- **EXERCISE DESCRIPTION**:
Look through the records below, count the lines with the word "roads", and reply with only the number.

- **PROVIDED DATA**:
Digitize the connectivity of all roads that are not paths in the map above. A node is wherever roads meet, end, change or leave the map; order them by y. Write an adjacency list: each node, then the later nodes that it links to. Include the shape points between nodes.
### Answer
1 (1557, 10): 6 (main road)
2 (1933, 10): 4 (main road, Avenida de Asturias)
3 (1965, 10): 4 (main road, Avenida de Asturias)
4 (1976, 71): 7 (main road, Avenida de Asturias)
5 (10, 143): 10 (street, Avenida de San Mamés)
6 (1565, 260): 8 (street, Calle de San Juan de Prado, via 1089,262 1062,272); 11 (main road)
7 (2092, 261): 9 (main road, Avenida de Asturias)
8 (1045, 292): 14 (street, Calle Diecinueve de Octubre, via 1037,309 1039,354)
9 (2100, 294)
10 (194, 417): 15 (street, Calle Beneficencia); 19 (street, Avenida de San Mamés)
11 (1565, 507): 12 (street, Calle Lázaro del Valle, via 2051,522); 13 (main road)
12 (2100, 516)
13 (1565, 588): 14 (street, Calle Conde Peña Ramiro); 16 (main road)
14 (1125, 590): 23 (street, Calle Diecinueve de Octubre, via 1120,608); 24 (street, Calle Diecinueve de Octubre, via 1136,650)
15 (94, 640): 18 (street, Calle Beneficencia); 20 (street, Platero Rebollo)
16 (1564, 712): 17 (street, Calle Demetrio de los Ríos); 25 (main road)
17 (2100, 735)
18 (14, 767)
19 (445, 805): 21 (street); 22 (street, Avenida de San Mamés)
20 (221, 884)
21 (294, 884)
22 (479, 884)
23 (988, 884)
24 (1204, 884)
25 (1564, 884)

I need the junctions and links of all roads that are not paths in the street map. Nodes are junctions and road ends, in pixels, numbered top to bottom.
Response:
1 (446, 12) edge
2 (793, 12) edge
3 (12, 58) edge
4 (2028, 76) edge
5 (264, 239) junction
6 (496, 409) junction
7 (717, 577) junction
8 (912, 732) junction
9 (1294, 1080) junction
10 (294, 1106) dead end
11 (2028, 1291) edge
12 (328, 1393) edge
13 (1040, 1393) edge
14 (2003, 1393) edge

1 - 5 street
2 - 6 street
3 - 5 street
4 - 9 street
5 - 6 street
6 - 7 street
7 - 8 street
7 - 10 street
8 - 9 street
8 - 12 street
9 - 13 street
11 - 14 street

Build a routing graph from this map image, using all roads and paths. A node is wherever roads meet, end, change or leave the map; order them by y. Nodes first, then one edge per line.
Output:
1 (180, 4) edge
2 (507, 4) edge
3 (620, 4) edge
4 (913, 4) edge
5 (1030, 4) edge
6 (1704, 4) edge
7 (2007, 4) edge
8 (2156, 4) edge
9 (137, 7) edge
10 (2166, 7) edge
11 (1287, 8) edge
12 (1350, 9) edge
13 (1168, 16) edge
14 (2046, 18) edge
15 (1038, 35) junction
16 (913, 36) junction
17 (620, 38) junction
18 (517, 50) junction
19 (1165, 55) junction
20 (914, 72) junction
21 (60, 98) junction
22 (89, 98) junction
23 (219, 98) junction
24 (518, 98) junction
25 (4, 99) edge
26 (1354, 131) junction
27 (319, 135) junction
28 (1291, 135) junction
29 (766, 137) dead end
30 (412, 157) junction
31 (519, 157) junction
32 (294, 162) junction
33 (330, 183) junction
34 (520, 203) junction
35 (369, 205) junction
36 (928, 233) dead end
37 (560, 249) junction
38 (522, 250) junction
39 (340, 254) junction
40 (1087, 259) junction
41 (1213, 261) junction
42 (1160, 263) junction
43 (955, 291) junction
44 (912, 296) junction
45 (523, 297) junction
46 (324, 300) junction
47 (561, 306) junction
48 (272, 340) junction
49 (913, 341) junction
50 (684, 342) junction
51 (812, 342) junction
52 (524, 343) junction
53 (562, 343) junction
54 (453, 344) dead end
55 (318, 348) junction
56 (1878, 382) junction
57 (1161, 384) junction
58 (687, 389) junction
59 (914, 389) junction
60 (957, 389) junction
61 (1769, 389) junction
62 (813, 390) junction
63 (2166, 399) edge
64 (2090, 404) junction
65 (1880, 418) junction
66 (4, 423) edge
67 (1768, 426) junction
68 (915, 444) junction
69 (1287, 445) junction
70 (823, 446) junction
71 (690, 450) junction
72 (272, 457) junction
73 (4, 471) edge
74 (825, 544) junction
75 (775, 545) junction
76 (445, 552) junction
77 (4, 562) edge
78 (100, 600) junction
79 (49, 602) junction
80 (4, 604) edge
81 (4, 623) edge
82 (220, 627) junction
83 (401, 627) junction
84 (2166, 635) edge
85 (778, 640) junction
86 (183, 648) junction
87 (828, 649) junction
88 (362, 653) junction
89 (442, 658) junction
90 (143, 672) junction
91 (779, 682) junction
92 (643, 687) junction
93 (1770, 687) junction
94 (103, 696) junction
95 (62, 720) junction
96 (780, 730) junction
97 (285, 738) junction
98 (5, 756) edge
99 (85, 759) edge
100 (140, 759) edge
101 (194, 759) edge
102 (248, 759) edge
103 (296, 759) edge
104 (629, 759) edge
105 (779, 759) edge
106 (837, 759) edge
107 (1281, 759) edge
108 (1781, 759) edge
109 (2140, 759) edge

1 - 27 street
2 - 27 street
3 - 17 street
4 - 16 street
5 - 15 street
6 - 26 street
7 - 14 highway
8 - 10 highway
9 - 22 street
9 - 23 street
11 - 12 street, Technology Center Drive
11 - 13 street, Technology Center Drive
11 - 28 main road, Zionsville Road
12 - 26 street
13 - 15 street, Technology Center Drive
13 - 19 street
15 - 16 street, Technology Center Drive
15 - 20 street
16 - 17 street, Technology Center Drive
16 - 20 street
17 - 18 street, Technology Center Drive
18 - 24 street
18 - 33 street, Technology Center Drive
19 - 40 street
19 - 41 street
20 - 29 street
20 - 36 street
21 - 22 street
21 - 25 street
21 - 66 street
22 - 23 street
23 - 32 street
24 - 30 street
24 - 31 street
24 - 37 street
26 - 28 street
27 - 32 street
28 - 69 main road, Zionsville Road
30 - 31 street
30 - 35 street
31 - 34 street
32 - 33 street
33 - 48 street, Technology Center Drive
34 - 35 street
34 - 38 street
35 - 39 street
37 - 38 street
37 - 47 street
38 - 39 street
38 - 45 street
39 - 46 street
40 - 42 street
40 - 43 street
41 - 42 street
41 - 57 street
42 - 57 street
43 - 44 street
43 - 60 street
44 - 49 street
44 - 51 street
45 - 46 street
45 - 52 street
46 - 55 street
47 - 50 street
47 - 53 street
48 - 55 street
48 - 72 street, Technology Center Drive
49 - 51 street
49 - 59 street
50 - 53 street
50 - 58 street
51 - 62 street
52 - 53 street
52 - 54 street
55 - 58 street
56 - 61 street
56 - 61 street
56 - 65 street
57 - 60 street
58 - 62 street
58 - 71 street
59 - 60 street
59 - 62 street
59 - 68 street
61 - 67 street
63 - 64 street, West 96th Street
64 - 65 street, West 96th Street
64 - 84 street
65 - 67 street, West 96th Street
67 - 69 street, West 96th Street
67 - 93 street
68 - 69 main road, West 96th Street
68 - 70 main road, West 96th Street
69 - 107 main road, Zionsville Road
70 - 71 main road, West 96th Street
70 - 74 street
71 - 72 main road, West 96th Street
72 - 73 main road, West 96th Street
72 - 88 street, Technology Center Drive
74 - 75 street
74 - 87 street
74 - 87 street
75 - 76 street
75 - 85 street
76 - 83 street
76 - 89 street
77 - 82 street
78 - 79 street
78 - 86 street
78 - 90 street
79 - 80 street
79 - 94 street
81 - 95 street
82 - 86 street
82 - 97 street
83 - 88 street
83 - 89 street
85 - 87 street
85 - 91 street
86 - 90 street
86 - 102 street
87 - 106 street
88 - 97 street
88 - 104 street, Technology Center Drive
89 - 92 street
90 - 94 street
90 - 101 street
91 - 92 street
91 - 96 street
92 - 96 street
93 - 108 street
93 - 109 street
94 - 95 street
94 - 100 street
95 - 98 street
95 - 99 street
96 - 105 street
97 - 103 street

- **ANSWER SPACE**:
3